Collected data entries:
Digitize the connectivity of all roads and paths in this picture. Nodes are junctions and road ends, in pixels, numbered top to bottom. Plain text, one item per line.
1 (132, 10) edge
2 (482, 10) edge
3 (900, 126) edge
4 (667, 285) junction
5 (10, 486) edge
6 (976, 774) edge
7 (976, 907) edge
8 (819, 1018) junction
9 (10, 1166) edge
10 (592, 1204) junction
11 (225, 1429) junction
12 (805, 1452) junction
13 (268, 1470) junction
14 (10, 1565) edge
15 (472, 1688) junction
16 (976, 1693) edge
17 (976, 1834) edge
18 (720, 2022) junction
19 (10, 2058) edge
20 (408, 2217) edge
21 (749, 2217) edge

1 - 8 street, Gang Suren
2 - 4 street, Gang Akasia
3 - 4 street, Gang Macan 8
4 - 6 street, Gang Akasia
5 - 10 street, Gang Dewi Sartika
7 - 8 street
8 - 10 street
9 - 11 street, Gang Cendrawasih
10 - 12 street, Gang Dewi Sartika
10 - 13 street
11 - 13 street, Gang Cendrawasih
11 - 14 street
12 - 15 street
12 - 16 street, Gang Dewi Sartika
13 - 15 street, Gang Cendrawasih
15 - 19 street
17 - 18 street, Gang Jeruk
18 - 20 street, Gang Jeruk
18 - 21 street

» **What is expected**: Reproduce the records exactly as they appear.

» **Your solution**:
Digitize the connectivity of all roads and paths in this picture. Nodes are junctions and road ends, in pixels, numbered top to bottom. Plain text, one item per line.
1 (132, 10) edge
2 (482, 10) edge
3 (900, 126) edge
4 (667, 285) junction
5 (10, 486) edge
6 (976, 774) edge
7 (976, 907) edge
8 (819, 1018) junction
9 (10, 1166) edge
10 (592, 1204) junction
11 (225, 1429) junction
12 (805, 1452) junction
13 (268, 1470) junction
14 (10, 1565) edge
15 (472, 1688) junction
16 (976, 1693) edge
17 (976, 1834) edge
18 (720, 2022) junction
19 (10, 2058) edge
20 (408, 2217) edge
21 (749, 2217) edge

1 - 8 street, Gang Suren
2 - 4 street, Gang Akasia
3 - 4 street, Gang Macan 8
4 - 6 street, Gang Akasia
5 - 10 street, Gang Dewi Sartika
7 - 8 street
8 - 10 street
9 - 11 street, Gang Cendrawasih
10 - 12 street, Gang Dewi Sartika
10 - 13 street
11 - 13 street, Gang Cendrawasih
11 - 14 street
12 - 15 street
12 - 16 street, Gang Dewi Sartika
13 - 15 street, Gang Cendrawasih
15 - 19 street
17 - 18 street, Gang Jeruk
18 - 20 street, Gang Jeruk
18 - 21 street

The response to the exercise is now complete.